Les Camerounais se sont rendus aux urnes ce dimanche 12 octobre. Près de huit millions d’électeurs étaient appelés à choisir le prochain président de la République parmi douze candidats, dont le président sortant Paul Biya, 92 ans, dont quarante-trois passés au pouvoir, et qui brigue un huitième mandat de sept ans. Globalement, le scrutin s’est déroulé dans le calme et la sérénité, hormis quelques échauffourées signalées dans l’après-midi à Garoua, la capitale de la région du Nord, entre le candidat Issa Tchiroma Bakary et des forces de l’ordre. Même si aucun chiffre officiel n’a encore été publié, les observateurs ont relevé une affluence notable dans plusieurs bureaux de vote. Une mobilisation qui laisse penser que les Camerounais, loin de se résigner, ont voulu saisir cette élection pour, peut-être, tourner la page Paul Biya. C’est en tout cas le pari que fait une opposition galvanisée, malgré ses faiblesses structurelles.

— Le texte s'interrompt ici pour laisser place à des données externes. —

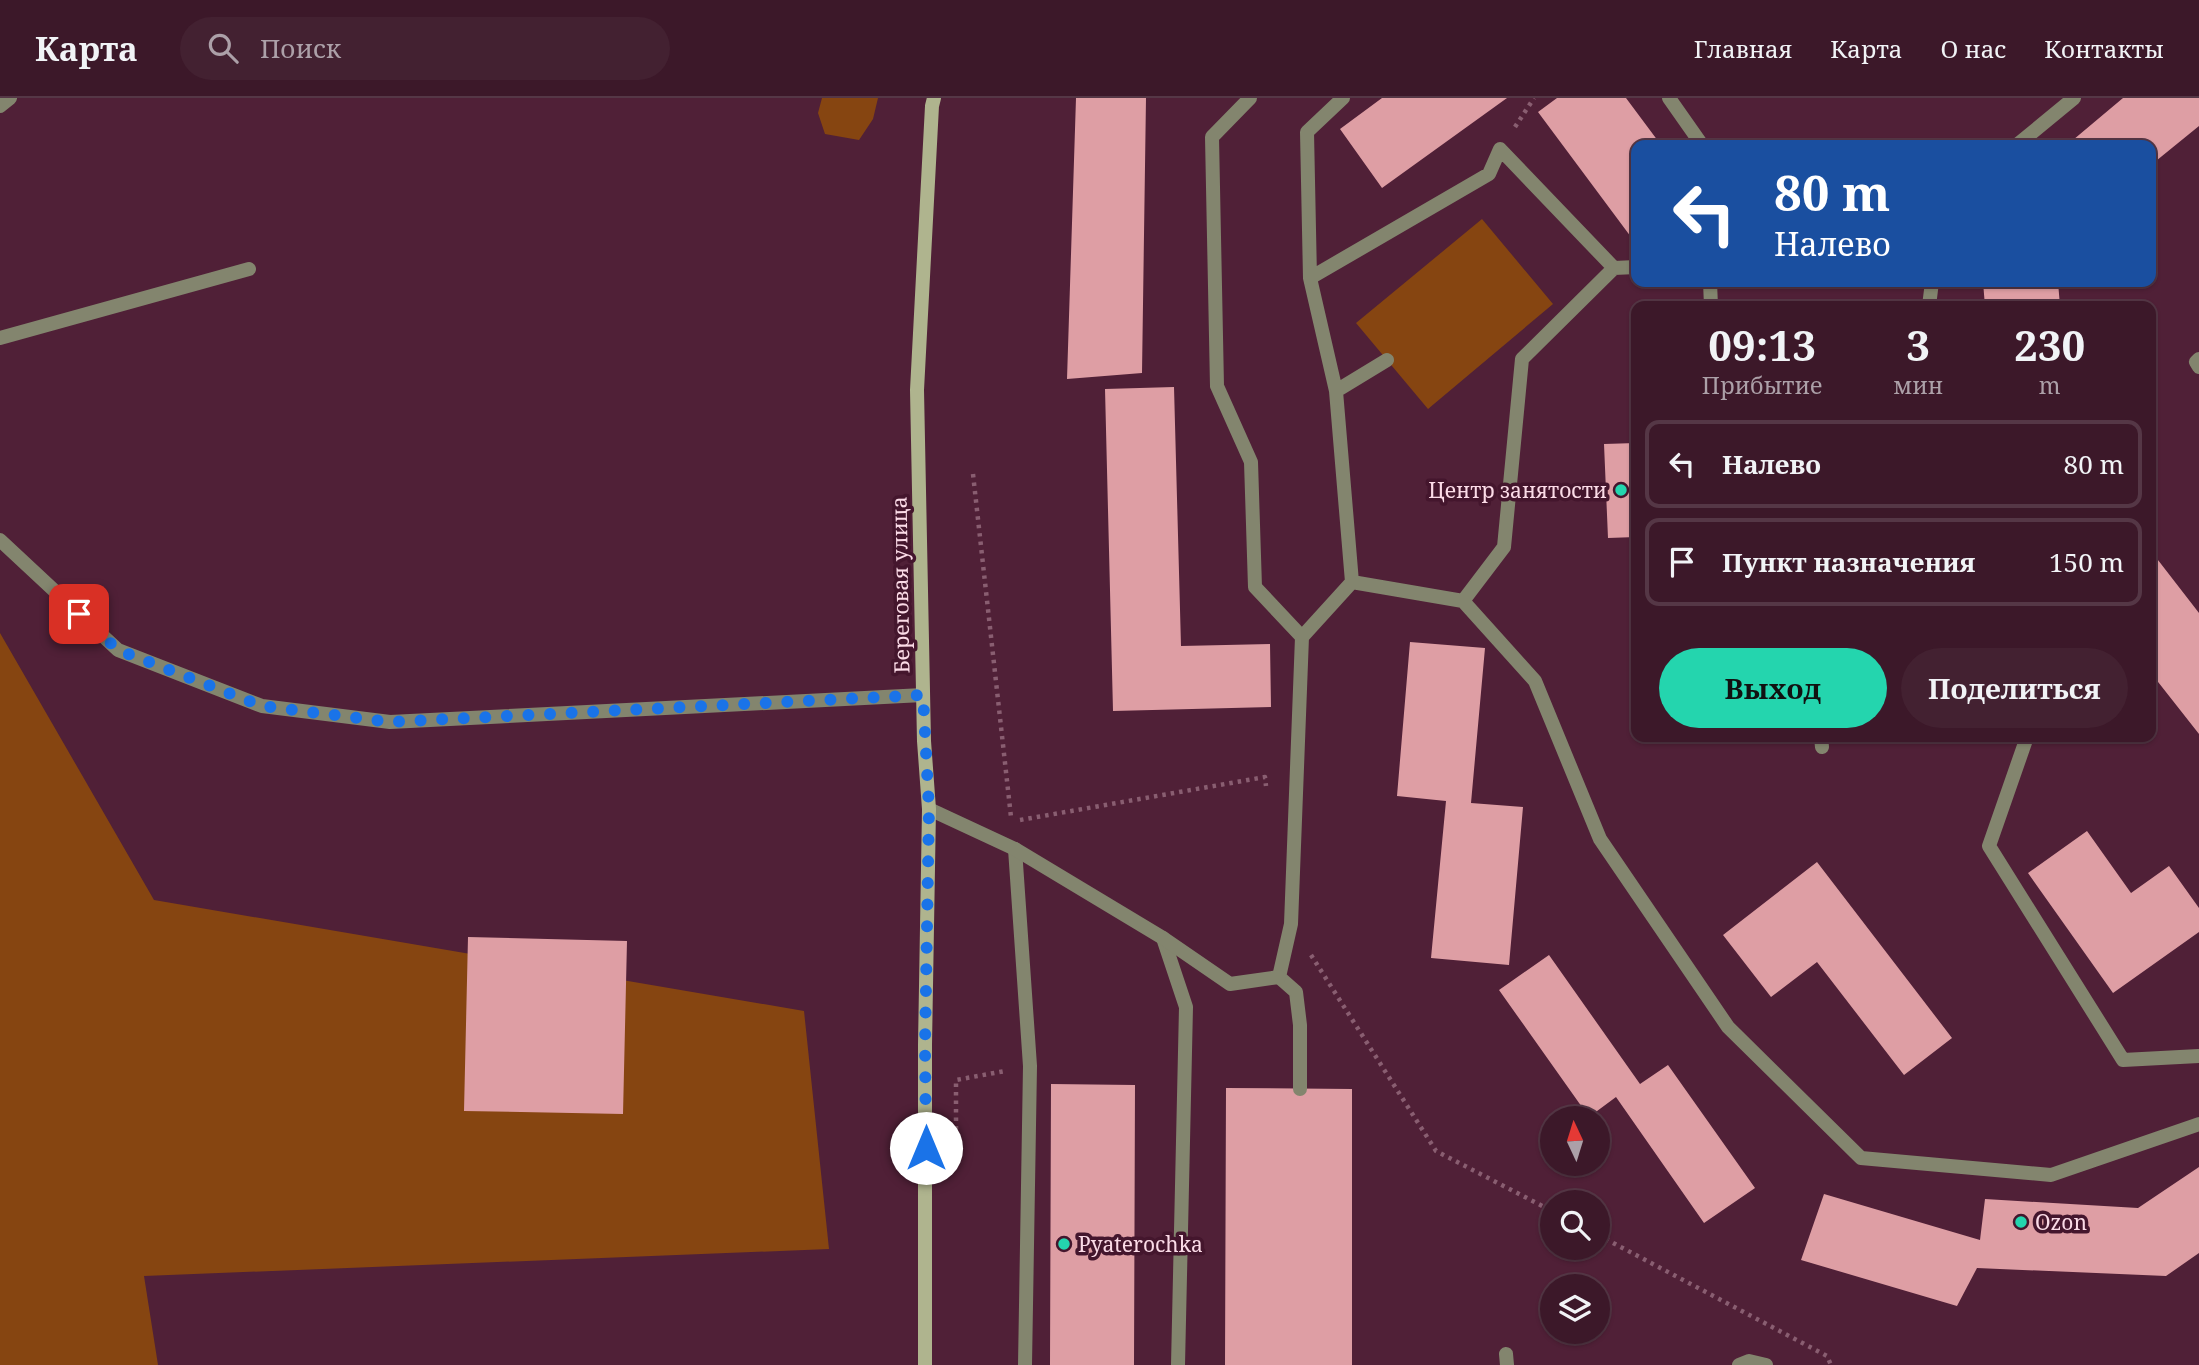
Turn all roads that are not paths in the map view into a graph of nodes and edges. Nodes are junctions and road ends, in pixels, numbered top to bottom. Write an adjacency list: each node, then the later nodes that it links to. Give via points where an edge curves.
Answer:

Alors qu’à Madagascar et au Maroc, la jeunesse a choisi la rue pour exprimer son ras-le-bol, les Camerounais, eux, ont-ils fait du scrutin d’hier le moyen de se défaire enfin de leur indéboulonnable président ? Pour qui connaît la solidité du système politico-administratif camerounais, une telle hypothèse relève presque du rêve. Pourtant, depuis quelques jours, un vent d’espoir souffle au-dessus des états-majors de l’opposition, porté par plusieurs signaux encourageants.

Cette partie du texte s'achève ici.